Après avoir exploré les conduites humoristiques d’enfants de 7 à 12 mois, Reddy (2001) compare les productions humoristiques typiques du clown adulte à celles des tout-petits. Elle fait émerger un étonnant parallèle entre les drôleries de l’enfant et celles du clown et montre une continuité entre les deux. Reddy (2001) soutient que l’humour émerge dès la première année dans un jeu de partage de significations avec l’adulte, permettant de mettre en lien les clowneries à travers les âges.

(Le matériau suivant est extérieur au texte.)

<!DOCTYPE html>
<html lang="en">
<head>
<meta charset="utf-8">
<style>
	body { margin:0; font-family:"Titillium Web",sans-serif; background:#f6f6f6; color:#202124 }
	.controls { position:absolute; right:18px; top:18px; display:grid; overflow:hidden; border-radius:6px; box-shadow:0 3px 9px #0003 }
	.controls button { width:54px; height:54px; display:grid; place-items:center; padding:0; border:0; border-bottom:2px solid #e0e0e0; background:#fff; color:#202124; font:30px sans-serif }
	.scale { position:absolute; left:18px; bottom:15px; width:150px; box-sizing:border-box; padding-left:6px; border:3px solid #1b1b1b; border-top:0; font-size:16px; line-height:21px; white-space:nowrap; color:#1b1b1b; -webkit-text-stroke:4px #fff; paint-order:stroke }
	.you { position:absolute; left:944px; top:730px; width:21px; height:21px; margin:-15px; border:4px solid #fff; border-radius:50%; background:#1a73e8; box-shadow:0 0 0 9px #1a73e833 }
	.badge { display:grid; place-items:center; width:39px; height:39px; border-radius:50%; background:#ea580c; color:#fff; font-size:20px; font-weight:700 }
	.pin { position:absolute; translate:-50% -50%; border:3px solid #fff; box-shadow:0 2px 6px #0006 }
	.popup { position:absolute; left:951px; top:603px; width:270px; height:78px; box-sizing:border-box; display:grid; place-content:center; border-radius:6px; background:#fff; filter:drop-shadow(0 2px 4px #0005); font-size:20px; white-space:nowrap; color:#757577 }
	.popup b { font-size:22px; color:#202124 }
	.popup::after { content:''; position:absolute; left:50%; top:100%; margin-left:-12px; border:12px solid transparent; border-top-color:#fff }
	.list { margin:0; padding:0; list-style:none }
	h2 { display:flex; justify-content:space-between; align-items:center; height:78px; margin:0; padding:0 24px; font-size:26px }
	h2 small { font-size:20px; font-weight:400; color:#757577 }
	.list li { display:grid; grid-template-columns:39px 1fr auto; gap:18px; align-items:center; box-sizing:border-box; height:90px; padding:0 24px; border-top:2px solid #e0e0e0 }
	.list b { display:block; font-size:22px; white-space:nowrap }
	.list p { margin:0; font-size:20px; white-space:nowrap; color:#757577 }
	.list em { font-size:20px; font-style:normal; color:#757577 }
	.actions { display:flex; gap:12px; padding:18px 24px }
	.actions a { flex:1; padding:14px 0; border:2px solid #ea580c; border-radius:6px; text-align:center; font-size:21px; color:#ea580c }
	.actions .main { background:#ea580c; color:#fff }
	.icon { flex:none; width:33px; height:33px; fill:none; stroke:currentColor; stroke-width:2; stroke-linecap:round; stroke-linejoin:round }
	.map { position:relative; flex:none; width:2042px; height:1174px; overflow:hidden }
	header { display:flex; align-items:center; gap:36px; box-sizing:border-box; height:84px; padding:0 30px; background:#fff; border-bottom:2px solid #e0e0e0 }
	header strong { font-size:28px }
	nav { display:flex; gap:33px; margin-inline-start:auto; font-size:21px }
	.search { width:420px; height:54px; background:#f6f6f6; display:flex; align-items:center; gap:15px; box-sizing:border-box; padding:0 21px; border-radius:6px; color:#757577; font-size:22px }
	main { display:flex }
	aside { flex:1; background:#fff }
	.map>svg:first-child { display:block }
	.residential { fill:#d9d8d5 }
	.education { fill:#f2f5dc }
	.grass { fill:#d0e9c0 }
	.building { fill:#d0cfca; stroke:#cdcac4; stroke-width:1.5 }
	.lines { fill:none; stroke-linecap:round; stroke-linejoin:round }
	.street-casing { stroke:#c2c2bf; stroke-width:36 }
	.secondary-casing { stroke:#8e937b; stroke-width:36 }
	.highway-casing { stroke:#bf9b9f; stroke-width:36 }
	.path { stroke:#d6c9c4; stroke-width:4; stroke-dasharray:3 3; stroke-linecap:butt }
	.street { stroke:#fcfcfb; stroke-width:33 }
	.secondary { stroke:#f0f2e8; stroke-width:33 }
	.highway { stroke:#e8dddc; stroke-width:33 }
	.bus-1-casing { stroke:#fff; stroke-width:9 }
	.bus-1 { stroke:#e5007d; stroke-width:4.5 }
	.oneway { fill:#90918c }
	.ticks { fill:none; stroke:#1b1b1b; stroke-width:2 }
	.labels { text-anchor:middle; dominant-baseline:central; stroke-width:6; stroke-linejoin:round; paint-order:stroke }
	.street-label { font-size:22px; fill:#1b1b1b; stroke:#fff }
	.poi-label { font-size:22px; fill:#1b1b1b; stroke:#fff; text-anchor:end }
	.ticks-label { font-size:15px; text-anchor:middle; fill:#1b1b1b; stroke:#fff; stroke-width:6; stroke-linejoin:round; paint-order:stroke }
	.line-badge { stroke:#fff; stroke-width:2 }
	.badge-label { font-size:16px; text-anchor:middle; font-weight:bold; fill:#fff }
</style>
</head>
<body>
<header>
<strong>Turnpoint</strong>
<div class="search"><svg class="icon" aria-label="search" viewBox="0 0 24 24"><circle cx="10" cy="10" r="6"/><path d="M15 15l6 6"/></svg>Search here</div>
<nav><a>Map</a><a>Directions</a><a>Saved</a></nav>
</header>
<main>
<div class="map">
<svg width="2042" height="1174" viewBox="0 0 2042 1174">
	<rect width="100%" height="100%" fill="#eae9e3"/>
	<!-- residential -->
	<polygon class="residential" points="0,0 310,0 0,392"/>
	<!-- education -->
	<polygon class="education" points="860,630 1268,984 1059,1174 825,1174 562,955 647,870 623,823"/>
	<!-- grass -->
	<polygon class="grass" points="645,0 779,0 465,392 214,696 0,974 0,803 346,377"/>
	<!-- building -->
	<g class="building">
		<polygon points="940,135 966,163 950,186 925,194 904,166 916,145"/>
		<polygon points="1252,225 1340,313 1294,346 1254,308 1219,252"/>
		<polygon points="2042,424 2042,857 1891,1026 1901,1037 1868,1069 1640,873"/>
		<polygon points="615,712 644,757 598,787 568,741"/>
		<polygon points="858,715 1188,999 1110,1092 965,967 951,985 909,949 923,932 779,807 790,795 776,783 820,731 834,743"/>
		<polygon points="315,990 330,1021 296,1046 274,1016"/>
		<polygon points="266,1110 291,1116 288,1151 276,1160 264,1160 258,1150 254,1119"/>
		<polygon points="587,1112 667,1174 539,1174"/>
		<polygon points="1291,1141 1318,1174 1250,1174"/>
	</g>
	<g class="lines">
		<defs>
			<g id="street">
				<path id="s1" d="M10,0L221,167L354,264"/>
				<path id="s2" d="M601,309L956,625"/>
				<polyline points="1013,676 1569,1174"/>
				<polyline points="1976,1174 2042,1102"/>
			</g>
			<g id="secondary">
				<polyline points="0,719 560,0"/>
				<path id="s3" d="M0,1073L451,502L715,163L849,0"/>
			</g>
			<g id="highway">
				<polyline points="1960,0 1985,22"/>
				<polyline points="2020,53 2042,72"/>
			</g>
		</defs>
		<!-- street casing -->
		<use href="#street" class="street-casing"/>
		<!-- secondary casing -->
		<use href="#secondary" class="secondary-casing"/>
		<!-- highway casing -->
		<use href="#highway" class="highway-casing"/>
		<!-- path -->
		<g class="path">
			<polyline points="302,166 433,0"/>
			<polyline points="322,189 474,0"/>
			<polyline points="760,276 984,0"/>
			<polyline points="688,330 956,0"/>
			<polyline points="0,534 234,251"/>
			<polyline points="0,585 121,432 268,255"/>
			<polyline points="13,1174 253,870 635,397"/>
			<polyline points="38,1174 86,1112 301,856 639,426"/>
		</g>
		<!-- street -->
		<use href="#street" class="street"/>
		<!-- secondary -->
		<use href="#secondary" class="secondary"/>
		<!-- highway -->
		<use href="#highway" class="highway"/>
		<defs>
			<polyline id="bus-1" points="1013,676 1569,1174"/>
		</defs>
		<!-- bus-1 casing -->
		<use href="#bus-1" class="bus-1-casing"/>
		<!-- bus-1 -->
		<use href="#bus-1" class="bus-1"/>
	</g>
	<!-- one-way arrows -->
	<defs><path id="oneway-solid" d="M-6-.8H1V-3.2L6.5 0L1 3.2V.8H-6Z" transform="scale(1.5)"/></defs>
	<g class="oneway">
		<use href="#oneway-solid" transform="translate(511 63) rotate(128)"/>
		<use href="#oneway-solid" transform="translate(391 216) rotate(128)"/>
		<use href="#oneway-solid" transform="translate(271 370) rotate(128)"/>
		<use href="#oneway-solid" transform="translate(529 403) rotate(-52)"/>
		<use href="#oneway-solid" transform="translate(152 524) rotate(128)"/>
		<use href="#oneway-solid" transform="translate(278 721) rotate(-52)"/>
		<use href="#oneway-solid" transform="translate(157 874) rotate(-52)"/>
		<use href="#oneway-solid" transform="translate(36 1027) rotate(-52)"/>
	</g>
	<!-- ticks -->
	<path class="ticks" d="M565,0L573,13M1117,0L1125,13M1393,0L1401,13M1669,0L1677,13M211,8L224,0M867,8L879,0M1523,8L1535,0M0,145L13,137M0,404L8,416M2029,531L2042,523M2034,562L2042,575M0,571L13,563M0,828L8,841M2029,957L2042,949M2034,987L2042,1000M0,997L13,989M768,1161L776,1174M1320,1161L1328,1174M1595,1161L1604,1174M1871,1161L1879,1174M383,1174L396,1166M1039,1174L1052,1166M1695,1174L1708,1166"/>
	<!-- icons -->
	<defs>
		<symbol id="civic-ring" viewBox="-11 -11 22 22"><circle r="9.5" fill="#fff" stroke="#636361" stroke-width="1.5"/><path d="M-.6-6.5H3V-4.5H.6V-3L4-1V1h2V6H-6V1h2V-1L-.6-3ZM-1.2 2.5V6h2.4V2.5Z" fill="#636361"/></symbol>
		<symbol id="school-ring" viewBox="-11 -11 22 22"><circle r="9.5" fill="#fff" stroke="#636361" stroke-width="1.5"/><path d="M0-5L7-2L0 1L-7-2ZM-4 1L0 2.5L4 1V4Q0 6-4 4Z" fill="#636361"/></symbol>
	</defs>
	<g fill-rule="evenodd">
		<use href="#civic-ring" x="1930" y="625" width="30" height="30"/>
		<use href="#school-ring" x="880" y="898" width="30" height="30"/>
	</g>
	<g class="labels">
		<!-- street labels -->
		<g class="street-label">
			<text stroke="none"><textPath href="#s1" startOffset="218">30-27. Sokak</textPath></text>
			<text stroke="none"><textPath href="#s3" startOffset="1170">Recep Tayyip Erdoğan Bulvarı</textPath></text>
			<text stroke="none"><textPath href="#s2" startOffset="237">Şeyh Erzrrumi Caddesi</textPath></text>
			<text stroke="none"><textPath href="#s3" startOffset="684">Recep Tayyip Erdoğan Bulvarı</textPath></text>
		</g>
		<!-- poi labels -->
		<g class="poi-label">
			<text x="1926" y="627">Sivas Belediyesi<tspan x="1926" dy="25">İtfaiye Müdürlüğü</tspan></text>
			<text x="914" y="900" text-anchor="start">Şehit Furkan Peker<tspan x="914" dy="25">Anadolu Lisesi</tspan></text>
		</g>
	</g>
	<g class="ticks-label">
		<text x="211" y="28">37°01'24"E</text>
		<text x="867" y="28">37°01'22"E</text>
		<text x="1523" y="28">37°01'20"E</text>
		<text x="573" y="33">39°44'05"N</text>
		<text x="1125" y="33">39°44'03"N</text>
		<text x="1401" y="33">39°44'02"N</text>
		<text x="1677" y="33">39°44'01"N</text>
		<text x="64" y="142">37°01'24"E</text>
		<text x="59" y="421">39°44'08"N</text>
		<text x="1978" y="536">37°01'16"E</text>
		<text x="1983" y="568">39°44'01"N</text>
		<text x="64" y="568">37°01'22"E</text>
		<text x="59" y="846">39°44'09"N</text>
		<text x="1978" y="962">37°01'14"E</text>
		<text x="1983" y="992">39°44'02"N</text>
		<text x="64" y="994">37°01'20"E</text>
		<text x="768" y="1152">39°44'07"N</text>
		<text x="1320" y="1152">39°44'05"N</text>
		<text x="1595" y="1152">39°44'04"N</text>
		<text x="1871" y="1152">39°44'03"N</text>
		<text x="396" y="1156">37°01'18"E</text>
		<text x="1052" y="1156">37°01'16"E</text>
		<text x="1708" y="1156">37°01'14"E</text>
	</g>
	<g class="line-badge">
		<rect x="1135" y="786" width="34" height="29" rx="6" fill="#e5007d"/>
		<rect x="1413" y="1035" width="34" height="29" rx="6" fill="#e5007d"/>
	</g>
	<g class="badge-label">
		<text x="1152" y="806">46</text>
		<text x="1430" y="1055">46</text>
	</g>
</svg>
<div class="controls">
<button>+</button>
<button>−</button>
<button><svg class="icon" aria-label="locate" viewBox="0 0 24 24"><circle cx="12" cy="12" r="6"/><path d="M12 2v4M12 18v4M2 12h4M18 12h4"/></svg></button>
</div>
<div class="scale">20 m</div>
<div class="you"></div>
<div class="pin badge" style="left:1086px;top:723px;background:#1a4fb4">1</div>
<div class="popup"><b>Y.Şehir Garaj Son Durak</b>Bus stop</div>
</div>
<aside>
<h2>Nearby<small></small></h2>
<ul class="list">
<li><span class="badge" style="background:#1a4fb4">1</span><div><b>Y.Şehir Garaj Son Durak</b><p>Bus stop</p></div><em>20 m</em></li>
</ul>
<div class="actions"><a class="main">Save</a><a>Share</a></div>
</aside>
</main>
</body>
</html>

L’adulte donne un sens humoristique aux productions de l’enfant et en ce sens reste sensible aux clowneries quelle que soit son origine. Les clowneries enfantines émergent de la rencontre d’un mouvement inhabituel de l’enfant comme une marche « bizarre », une expression « étrange » avec le regard de l’adulte qui transforme leur signification. L’enfant est acteur de ces postures et de ces expressions a priori non humoristiques, qu’il développe pour les sensations intéressantes qu’elles procurent au corps. Mais les réactions de l’adulte témoignent du sens plus large qu’elles prennent. L’humour de l’enfant se

construit également à travers les seules réactions humoristiques de l’adulte, par exemple, l’adulte qui rit lorsqu’il découvre les pieds odorants de l’enfant. Dans le cas des taquineries, l’enfant les apprend en même temps qu’il découvre les interdits et les règles sociales. Les actions qui entrent en contradiction avec les normes sociales et parentales constituent un terrain de jeu humoristique à partir desquelles les enfants en comprennent également les limites.

La question du développement des productions humoristiques qui nous préoccupe nous amène à observer l’enfant dans un autre milieu de vie. Lorsque l’enfant fait son entrée à l’école, il partage de plus en plus de temps avec d’autres enfants à travers les activités d’apprentissage, de jeu et de vie quotidienne. L’observation des enfants entre eux semble être ainsi un terrain adapté et idéal pour saisir le développement de l’humour des enfants de 3 ans. Malheureusement, très peu de travaux ayant un intérêt pour cette question sont référencés.